▸ **Directions**
Reproduce the entries so that every line matches the original exactly.

(Stored data entries)
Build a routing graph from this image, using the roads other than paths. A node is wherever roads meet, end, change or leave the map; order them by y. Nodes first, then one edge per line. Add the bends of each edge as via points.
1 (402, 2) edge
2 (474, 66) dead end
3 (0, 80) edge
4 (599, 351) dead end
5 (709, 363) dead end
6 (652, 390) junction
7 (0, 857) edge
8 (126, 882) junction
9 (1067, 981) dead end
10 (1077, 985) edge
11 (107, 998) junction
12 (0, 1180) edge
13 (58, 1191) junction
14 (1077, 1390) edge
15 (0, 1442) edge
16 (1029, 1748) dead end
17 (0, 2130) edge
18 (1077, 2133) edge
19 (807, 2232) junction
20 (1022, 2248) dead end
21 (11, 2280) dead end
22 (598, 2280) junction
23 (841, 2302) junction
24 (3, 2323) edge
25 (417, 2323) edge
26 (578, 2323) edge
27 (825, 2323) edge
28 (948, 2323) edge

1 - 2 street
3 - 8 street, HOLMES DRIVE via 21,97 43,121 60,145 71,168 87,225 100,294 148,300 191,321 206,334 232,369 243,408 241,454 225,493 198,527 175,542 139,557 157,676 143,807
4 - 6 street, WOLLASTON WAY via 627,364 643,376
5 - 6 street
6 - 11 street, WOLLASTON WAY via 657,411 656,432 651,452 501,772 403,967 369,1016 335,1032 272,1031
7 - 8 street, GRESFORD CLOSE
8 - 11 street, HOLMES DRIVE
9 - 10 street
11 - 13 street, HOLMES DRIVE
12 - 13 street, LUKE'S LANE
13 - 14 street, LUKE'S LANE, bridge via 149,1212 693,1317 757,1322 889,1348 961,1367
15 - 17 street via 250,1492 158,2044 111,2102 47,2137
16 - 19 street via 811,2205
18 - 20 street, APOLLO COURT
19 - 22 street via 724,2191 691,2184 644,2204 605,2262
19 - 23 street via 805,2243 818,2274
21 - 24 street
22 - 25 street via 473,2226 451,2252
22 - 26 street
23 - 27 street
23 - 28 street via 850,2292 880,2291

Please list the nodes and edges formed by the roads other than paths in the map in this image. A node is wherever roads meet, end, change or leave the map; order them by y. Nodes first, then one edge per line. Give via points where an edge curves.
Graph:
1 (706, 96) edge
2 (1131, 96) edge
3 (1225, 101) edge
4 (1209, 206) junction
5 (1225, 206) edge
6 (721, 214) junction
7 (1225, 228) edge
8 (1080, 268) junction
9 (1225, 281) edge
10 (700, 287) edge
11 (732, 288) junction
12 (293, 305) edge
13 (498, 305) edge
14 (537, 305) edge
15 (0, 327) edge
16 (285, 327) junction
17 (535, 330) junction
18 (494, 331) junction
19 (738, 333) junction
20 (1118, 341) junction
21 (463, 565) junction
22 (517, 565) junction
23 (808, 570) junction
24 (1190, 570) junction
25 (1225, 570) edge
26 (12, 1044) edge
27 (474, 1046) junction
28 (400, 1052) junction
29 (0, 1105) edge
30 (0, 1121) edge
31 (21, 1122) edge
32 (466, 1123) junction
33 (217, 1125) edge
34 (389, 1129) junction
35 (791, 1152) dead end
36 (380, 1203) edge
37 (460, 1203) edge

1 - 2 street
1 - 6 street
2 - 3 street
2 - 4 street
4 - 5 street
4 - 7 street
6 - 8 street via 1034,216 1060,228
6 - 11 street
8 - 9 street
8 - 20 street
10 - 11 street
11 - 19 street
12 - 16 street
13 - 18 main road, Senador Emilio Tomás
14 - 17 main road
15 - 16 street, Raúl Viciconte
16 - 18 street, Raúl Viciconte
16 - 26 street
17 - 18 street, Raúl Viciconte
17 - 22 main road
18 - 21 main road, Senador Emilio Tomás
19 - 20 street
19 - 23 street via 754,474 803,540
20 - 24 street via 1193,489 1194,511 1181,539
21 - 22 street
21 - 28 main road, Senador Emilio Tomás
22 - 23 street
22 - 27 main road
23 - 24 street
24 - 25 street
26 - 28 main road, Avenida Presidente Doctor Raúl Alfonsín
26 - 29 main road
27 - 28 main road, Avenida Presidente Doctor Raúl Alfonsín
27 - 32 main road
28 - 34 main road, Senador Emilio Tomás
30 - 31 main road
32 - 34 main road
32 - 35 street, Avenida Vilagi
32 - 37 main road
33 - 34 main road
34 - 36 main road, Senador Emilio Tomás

▸ **Result for this exercise**
Build a routing graph from this image, using the roads other than paths. A node is wherever roads meet, end, change or leave the map; order them by y. Nodes first, then one edge per line. Add the bends of each edge as via points.
1 (402, 2) edge
2 (474, 66) dead end
3 (0, 80) edge
4 (599, 351) dead end
5 (709, 363) dead end
6 (652, 390) junction
7 (0, 857) edge
8 (126, 882) junction
9 (1067, 981) dead end
10 (1077, 985) edge
11 (107, 998) junction
12 (0, 1180) edge
13 (58, 1191) junction
14 (1077, 1390) edge
15 (0, 1442) edge
16 (1029, 1748) dead end
17 (0, 2130) edge
18 (1077, 2133) edge
19 (807, 2232) junction
20 (1022, 2248) dead end
21 (11, 2280) dead end
22 (598, 2280) junction
23 (841, 2302) junction
24 (3, 2323) edge
25 (417, 2323) edge
26 (578, 2323) edge
27 (825, 2323) edge
28 (948, 2323) edge

1 - 2 street
3 - 8 street, HOLMES DRIVE via 21,97 43,121 60,145 71,168 87,225 100,294 148,300 191,321 206,334 232,369 243,408 241,454 225,493 198,527 175,542 139,557 157,676 143,807
4 - 6 street, WOLLASTON WAY via 627,364 643,376
5 - 6 street
6 - 11 street, WOLLASTON WAY via 657,411 656,432 651,452 501,772 403,967 369,1016 335,1032 272,1031
7 - 8 street, GRESFORD CLOSE
8 - 11 street, HOLMES DRIVE
9 - 10 street
11 - 13 street, HOLMES DRIVE
12 - 13 street, LUKE'S LANE
13 - 14 street, LUKE'S LANE, bridge via 149,1212 693,1317 757,1322 889,1348 961,1367
15 - 17 street via 250,1492 158,2044 111,2102 47,2137
16 - 19 street via 811,2205
18 - 20 street, APOLLO COURT
19 - 22 street via 724,2191 691,2184 644,2204 605,2262
19 - 23 street via 805,2243 818,2274
21 - 24 street
22 - 25 street via 473,2226 451,2252
22 - 26 street
23 - 27 street
23 - 28 street via 850,2292 880,2291

Please list the nodes and edges formed by the roads other than paths in the map in this image. A node is wherever roads meet, end, change or leave the map; order them by y. Nodes first, then one edge per line. Give via points where an edge curves.
Graph:
1 (706, 96) edge
2 (1131, 96) edge
3 (1225, 101) edge
4 (1209, 206) junction
5 (1225, 206) edge
6 (721, 214) junction
7 (1225, 228) edge
8 (1080, 268) junction
9 (1225, 281) edge
10 (700, 287) edge
11 (732, 288) junction
12 (293, 305) edge
13 (498, 305) edge
14 (537, 305) edge
15 (0, 327) edge
16 (285, 327) junction
17 (535, 330) junction
18 (494, 331) junction
19 (738, 333) junction
20 (1118, 341) junction
21 (463, 565) junction
22 (517, 565) junction
23 (808, 570) junction
24 (1190, 570) junction
25 (1225, 570) edge
26 (12, 1044) edge
27 (474, 1046) junction
28 (400, 1052) junction
29 (0, 1105) edge
30 (0, 1121) edge
31 (21, 1122) edge
32 (466, 1123) junction
33 (217, 1125) edge
34 (389, 1129) junction
35 (791, 1152) dead end
36 (380, 1203) edge
37 (460, 1203) edge

1 - 2 street
1 - 6 street
2 - 3 street
2 - 4 street
4 - 5 street
4 - 7 street
6 - 8 street via 1034,216 1060,228
6 - 11 street
8 - 9 street
8 - 20 street
10 - 11 street
11 - 19 street
12 - 16 street
13 - 18 main road, Senador Emilio Tomás
14 - 17 main road
15 - 16 street, Raúl Viciconte
16 - 18 street, Raúl Viciconte
16 - 26 street
17 - 18 street, Raúl Viciconte
17 - 22 main road
18 - 21 main road, Senador Emilio Tomás
19 - 20 street
19 - 23 street via 754,474 803,540
20 - 24 street via 1193,489 1194,511 1181,539
21 - 22 street
21 - 28 main road, Senador Emilio Tomás
22 - 23 street
22 - 27 main road
23 - 24 street
24 - 25 street
26 - 28 main road, Avenida Presidente Doctor Raúl Alfonsín
26 - 29 main road
27 - 28 main road, Avenida Presidente Doctor Raúl Alfonsín
27 - 32 main road
28 - 34 main road, Senador Emilio Tomás
30 - 31 main road
32 - 34 main road
32 - 35 street, Avenida Vilagi
32 - 37 main road
33 - 34 main road
34 - 36 main road, Senador Emilio Tomás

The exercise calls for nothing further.